Texas Supreme Court to rule on SPI food truck ordinance

By Gaige Davila
editor@portisabelsouthpadre.com

The Texas Supreme Court will now decide the fate of South Padre Island’s food truck ordinance and whether more food trucks can operate there. 

On May 17, the City of South Padre Island responded to a Texas Supreme Court petition filed by SurfVive (a South Padre Island-based nonprofit operating a food truck) and brothers Anubis and Adonai Avalos (owners of the since-closed Brownsville food truck Chile De Arbol). 

The food truck owners petitioned the state’s highest court to enforce a ruling by Cameron County District Court Judge Arturo Nelson this past December. Nelson ruled that South Padre Island’s food truck ordinance, which required food trucks to receive a “sign off” from a brick-and-mortar restaurant owner before operating and capped the amount of operating permits issued to food trucks, violated the Texas Constitution. 

South Padre Island continued enforcing its food truck ordinance, claiming the district court did not give them explicit direction to stop doing so. 

South Padre Island Mayor Patrick McNulty, in a statement issued after the January district court ruling, said the court did not give the city “written findings, conclusions or reasoning,” regarding the ruling, and that “no judgement or order of any kind” was given for the city to grant relief or damages. In the statement, McNulty said that the city had not violated any court orders.

In their response to the Texas Supreme Court petition, the city held its ground, saying the order “does not expressly grant any injunctive or declaratory relief.” 

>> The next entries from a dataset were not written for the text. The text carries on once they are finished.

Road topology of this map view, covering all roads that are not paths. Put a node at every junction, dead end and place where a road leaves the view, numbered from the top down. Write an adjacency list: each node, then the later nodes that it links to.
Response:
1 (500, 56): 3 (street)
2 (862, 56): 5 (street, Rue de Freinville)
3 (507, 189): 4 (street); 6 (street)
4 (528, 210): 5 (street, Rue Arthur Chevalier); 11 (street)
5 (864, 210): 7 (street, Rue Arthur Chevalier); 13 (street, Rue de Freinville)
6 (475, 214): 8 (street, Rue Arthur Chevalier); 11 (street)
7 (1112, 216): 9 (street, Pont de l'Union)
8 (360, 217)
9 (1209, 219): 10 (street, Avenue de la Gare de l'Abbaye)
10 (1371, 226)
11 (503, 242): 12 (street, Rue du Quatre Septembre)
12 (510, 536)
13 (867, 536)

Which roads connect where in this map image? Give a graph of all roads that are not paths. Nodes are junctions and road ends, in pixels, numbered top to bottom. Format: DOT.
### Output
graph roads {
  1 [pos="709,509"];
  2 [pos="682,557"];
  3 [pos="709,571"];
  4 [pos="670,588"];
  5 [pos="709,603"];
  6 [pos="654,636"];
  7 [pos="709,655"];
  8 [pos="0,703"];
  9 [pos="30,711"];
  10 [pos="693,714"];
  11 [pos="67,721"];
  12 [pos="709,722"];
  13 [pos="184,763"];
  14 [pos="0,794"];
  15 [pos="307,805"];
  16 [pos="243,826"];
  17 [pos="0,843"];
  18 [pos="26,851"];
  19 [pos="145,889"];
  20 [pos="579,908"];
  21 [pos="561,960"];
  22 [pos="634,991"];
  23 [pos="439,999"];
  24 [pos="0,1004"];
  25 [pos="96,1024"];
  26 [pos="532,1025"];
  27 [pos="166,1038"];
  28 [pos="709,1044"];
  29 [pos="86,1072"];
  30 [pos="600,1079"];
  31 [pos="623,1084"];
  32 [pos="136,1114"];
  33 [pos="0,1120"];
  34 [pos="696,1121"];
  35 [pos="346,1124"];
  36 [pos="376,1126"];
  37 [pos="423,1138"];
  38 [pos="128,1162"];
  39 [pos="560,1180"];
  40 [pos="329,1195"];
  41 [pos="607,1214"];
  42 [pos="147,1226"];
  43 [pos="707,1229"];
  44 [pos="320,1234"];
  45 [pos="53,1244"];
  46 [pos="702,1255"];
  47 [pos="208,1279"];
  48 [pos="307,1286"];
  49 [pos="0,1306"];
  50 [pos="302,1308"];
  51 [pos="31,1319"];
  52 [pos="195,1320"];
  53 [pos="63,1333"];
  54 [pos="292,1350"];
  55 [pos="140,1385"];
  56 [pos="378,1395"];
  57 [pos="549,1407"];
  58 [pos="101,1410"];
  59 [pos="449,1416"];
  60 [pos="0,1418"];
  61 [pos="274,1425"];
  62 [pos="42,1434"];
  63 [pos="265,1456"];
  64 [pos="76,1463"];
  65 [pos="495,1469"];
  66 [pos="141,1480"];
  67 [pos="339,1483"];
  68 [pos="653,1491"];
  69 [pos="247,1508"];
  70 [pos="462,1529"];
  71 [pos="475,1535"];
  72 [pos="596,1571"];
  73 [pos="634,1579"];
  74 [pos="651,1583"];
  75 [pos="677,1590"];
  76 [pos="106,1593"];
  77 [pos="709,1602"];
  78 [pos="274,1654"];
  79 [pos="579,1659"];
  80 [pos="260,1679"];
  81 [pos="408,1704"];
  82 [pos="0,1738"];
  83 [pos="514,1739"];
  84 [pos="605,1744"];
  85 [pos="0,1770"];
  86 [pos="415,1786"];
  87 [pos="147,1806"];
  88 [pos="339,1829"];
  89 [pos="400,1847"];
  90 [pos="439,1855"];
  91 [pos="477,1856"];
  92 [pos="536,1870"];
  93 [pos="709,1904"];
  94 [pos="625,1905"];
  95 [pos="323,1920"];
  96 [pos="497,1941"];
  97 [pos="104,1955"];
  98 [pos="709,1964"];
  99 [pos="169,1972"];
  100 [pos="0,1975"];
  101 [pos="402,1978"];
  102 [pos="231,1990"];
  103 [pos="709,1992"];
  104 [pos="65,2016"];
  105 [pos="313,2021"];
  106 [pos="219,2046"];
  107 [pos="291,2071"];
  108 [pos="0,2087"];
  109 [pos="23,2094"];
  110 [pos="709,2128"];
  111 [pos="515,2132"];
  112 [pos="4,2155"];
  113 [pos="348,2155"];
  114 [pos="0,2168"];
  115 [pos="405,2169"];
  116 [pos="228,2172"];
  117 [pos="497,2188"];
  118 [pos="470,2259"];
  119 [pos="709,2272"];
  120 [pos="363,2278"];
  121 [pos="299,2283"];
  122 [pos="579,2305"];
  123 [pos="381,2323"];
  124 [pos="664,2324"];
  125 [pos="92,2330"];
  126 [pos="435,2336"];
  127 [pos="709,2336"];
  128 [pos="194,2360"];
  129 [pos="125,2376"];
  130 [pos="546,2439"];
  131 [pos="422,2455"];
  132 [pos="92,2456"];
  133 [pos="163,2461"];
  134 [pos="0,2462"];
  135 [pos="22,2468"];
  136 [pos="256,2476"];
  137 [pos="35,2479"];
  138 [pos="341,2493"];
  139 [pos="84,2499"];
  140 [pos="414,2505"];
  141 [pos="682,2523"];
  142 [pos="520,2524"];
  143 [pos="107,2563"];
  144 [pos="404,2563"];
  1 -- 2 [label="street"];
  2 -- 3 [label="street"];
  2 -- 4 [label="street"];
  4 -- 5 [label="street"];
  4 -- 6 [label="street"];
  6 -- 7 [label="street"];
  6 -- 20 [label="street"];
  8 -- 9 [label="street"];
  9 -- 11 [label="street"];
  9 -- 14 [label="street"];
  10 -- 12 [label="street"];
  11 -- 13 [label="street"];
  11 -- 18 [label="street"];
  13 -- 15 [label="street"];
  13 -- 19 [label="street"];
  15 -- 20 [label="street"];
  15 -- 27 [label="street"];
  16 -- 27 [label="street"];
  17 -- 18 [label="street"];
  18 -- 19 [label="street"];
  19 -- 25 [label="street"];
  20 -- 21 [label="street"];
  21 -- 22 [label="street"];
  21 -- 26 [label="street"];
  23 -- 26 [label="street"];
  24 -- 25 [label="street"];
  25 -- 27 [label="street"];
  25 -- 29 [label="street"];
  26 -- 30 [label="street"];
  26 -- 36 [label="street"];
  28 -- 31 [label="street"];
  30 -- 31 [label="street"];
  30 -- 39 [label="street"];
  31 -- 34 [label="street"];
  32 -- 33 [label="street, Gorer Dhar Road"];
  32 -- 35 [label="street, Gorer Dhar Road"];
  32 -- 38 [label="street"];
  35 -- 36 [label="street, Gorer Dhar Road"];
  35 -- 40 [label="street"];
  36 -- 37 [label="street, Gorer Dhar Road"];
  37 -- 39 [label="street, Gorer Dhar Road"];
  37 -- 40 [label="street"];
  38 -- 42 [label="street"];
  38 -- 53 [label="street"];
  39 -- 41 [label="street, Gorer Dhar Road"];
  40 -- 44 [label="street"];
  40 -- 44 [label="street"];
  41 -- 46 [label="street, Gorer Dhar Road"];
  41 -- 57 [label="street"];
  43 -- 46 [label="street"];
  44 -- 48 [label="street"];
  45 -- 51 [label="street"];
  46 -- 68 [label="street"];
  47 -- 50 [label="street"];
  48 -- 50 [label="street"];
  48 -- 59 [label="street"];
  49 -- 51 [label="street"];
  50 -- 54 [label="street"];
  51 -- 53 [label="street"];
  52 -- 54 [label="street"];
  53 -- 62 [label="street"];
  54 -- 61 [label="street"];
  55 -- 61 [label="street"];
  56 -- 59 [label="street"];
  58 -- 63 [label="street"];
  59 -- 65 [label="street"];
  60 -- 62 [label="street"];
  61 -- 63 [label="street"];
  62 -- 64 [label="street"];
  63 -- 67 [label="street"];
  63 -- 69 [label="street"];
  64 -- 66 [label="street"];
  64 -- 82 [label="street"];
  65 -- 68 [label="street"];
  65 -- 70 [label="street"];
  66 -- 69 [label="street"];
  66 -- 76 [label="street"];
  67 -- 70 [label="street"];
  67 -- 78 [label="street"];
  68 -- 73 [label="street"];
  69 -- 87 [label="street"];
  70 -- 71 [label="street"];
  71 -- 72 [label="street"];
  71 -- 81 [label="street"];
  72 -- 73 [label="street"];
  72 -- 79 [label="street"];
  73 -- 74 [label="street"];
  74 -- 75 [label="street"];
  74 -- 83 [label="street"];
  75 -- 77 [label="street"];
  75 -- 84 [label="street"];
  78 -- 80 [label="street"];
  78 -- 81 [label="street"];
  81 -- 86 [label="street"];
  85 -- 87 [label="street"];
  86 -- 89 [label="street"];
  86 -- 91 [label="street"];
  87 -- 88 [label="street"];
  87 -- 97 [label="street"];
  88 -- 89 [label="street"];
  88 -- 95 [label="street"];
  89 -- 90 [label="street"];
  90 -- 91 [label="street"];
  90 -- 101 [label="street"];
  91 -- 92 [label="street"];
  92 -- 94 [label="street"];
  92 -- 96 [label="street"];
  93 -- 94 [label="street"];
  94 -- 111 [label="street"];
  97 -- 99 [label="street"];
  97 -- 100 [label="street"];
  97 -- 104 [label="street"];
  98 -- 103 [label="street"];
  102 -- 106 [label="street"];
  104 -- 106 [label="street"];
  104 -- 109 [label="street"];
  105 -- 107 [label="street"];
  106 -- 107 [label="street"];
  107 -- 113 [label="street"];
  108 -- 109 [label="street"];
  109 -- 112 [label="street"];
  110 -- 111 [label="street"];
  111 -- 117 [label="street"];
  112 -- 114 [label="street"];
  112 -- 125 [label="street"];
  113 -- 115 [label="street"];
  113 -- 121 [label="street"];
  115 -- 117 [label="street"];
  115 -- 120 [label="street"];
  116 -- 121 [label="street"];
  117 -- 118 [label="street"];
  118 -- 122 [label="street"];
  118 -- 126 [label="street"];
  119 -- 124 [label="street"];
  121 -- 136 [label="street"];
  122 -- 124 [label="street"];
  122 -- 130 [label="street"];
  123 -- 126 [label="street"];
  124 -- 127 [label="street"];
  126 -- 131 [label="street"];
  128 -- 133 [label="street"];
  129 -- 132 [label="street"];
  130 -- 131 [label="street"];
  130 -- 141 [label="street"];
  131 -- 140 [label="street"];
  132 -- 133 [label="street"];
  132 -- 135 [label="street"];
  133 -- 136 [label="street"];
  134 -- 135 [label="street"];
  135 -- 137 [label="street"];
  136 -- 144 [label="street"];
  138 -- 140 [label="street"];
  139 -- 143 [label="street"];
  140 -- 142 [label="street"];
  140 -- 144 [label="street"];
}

The city also says that since the Avalos brothers closed the Chile de Arbol food truck, pursuing the lawsuit was not necessary. The city then said if Chile de Arbol operated from a commissary kitchen, or a central location to prepare food to be sold in a food truck, they would not need a sign-off from a local restaurateur to operate. Lastly, the city said they did not deny Chile de Arbol’s operating permit based on their permit cap. The city said Chile de Arbol did not apply for a permit. 

The legal counsel for the Avalos brothers and SurfVive, headed by Institute for Justice Managing Attorney Arif Panju, say the city’s response ignores their central argument: that the district court’s ordering South Padre Island’s food truck as unconstitutional voids their ability to enforce it. 

Once Judge Nelson in Cameron County ruled that the city’s food-truck permit cap and restaurant-permission eligibility scheme were both unconstitutional, there is a constitutional injunction that triggered under Article I, Section 29 of the Texas Constitution,” Panju told the PRESS. “It is self-executing, occurs automatically, and guarantees that the government cannot keep enforcing laws that are unconstitutional.”